In considering a major or minor in German Studies, students should consult early in the first year or sophomore year with a member of the department about how best to plan meaningful sequences of courses, ideally including at least a semester of study abroad.
The curriculum as described below is intended to expose students at the intermediate level to varieties of spoken and written styles; to encourage active development of one’s written and spoken facility with German in a broad range of topic areas; to exercise skills in intercultural thinking and communication; to introduce students to the methods and questions central to the study of German literature and cultural history, and to foster critical inquiry into a number of specific areas prior to Independent Study. The German Studies major encompasses inquiries into literary, artistic, historical, and everyday cultural aspects of German-speaking areas. It includes the study of periods, genres, major themes of German culture, including film and literature.
Major in German Studies
Consists of eleven courses:
- Overseas Study: Majors in German Studies are highly encouraged to spend a minimum of a summer or a semester during the junior year in Germany, Austria, or German-speaking Switzerland to increase proficiency in the language and international perspective. (Consult the German Studies Department for information on the programs most suited to your interests and needs.)
- If students place out of the intermediate-level courses (GRMN 20100 , GRMN 20200 ), they have to make up the remaining courses with other classes in the German Studies Department or with transfer credits from abroad.
- One of the following courses with substantial German content may be counted towards the German Studies major: ARTD 22200 Modern Art; GRMN 31900 - Applied Linguistics ; HIST 10167 The Holocaust; HIST 20800 - Europe in the Era of Total War: 1890-1945 ; HIST 20900 - Europe Since 1945: Film and History ; HIST 21000 Ideas that Shaped the Modern World: Intellectual History of Modern Europe.
- Only one English language course may be counted towards the German Studies major.
- Double Majors. The department supports double majors and will work closely with students to design an appropriate program of study. In recent years, students have double majored in German with History, Global and International Studies, Archeology, History, Chinese, Mathematics, Philosophy, BCMB, and Communications.

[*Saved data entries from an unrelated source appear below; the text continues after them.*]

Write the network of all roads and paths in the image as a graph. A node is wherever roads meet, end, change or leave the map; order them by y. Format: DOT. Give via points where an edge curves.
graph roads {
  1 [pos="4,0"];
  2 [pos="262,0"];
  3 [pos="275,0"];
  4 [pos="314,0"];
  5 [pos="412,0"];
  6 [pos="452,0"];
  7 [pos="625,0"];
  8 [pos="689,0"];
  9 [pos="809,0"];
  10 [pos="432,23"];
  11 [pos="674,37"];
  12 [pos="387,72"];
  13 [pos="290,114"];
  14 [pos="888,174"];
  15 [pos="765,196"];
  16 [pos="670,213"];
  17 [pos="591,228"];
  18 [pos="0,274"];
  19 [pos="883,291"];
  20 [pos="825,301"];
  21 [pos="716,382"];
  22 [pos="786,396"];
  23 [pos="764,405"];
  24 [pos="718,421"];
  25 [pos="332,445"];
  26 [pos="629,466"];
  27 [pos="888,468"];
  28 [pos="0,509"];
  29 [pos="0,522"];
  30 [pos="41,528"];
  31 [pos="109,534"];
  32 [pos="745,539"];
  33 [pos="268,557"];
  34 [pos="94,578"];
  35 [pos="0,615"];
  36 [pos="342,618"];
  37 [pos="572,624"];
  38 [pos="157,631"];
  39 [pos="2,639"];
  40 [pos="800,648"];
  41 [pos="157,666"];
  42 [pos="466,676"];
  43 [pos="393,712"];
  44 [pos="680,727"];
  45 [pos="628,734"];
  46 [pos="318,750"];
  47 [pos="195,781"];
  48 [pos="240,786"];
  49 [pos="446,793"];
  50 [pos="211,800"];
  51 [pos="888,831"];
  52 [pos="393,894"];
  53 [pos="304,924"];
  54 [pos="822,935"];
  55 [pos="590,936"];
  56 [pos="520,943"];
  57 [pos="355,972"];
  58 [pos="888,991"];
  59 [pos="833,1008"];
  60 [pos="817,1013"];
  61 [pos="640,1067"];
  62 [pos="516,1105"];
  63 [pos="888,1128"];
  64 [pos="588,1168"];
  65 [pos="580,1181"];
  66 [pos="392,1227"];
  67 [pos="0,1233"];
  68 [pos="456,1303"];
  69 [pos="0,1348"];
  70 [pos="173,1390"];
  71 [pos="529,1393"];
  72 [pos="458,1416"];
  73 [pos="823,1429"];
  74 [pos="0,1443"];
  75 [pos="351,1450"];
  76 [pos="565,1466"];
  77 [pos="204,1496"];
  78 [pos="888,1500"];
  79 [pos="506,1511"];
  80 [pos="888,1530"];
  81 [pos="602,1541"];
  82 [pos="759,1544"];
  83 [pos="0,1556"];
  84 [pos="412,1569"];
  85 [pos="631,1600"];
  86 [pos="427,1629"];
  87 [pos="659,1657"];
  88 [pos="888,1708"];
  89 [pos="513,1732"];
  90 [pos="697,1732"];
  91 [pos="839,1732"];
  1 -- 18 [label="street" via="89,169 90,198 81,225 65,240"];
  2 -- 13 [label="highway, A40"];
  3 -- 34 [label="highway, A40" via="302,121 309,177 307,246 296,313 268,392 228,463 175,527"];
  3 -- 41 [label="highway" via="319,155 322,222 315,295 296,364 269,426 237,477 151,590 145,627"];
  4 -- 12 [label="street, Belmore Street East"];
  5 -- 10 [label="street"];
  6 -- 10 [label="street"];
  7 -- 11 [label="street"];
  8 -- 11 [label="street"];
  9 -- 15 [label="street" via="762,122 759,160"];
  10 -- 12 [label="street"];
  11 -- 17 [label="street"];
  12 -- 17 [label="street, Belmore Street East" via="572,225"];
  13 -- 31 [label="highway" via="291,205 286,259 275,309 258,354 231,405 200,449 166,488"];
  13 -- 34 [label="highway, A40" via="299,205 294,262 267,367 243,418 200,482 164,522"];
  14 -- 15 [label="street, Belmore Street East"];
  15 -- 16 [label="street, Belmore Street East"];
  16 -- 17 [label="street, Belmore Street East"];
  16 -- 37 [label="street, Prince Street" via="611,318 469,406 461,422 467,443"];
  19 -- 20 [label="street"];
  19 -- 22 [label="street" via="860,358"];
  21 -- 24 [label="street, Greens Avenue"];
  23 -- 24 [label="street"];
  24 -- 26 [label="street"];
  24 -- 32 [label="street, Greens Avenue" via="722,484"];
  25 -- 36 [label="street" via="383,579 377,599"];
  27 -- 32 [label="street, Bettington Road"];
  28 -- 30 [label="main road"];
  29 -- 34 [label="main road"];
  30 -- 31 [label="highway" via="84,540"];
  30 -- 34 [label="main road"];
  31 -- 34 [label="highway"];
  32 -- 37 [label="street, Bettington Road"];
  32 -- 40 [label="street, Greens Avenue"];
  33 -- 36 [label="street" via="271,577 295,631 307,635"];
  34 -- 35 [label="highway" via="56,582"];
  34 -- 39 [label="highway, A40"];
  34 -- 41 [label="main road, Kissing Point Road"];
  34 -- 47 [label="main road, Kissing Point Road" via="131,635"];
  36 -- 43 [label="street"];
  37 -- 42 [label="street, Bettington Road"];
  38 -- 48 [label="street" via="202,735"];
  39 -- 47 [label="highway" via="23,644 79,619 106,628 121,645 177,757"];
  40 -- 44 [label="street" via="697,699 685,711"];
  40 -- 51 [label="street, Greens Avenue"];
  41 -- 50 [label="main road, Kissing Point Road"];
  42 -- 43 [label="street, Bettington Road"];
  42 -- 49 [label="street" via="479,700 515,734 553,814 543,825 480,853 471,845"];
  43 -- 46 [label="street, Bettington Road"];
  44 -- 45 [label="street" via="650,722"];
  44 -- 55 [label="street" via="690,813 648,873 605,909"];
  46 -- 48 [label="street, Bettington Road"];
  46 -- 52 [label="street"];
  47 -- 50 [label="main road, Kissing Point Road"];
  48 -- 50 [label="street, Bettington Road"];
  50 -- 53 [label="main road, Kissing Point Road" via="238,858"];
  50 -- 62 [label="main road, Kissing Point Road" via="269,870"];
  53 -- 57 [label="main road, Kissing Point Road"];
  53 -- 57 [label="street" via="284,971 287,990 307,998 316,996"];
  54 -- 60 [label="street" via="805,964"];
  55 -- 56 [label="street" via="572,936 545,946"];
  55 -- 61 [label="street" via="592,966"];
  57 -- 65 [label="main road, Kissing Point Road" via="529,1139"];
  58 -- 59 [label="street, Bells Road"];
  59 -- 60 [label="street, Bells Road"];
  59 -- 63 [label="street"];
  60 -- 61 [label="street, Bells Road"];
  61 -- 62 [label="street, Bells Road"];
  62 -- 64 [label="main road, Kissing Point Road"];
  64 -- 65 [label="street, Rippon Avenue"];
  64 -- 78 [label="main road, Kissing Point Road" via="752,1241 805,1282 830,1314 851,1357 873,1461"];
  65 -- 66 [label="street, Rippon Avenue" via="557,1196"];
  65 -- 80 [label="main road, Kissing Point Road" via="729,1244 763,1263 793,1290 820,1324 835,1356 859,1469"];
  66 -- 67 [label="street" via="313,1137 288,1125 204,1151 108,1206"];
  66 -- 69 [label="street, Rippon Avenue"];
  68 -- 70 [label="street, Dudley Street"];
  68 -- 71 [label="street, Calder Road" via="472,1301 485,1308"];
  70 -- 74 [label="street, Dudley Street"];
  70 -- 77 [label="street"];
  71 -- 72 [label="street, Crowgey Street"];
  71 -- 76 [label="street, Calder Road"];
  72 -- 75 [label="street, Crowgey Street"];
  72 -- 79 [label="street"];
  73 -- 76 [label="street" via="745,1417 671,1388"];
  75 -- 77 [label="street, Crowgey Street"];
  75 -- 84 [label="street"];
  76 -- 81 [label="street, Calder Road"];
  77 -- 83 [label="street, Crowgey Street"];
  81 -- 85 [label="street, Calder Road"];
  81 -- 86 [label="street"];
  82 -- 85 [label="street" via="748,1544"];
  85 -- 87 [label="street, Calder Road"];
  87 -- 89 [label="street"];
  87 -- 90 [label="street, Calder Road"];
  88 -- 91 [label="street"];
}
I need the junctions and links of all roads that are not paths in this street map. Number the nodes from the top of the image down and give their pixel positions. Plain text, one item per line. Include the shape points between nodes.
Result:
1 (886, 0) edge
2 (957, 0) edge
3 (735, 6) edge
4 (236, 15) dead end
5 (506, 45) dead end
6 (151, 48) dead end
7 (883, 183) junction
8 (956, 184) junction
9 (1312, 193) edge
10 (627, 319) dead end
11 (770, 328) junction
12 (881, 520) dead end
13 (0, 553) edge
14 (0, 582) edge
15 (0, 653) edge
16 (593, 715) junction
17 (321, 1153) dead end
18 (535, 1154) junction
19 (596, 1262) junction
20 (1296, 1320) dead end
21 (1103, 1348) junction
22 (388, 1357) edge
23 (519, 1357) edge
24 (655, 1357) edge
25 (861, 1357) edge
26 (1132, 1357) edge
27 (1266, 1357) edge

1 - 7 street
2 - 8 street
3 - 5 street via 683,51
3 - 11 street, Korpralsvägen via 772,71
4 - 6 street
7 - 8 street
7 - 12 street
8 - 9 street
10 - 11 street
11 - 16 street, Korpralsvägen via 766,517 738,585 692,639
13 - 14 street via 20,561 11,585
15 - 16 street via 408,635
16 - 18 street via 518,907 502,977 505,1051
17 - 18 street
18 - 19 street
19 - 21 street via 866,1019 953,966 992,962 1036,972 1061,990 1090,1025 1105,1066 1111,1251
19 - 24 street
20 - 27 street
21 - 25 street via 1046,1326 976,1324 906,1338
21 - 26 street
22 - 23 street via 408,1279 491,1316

- GRMN 40100 will normally be taken during the Junior year. With approval, GRMN 40100 may be completed off-campus.
- Since the major program should provide continuity in the study of German, at least one course in German should be taken each semester of the junior year and the senior year, in addition to the Independent Study.
- Minor in International Business Economics: Students who are interested in a fundamental preparation in international business or finance with a focus on German language and economic issues may choose a major in German Studies and a prescribed core of complementary courses. Interested students should consult with the chair of German Studies and the chair of Business Economics.
- The Zertifikat Deutsch Als Fremdsprache and the Mittelstufenprüfung, administered by the Goethe Institute Centers in Germany and the U.S., are internationally recognized as certification of advanced skills in German. Students are encouraged to take the tests, usually after GRMN 25000 or equivalent, offered annually at Hiram College.
- Advanced Placement: Students who receive a score of 4 or 5 on the CEEB Advanced Placement Examination may count this credit toward a major or minor in German Studies. Students who have taken the Advanced Placement Examination are still required, regardless of the score received, to take the departmental placement exam at the College to determine the next appropriate course.
- German House: Students have the opportunity to apply for residence in the German House, a suite in Luce Hall that houses students along with a native Austrian assistant and serves as the focal point for most campus German language and cultural activities. Applications for residency in the German House can be obtained from the chair and are usually due early in the spring semester.
- One S/NC course may be included in the major. Normally the minimum grade equivalent to “Satisfactory” is C. Students considering graduate work in German are advised not to include S/NC work in the major.
- Only grades of C- or better are accepted for the major or minor.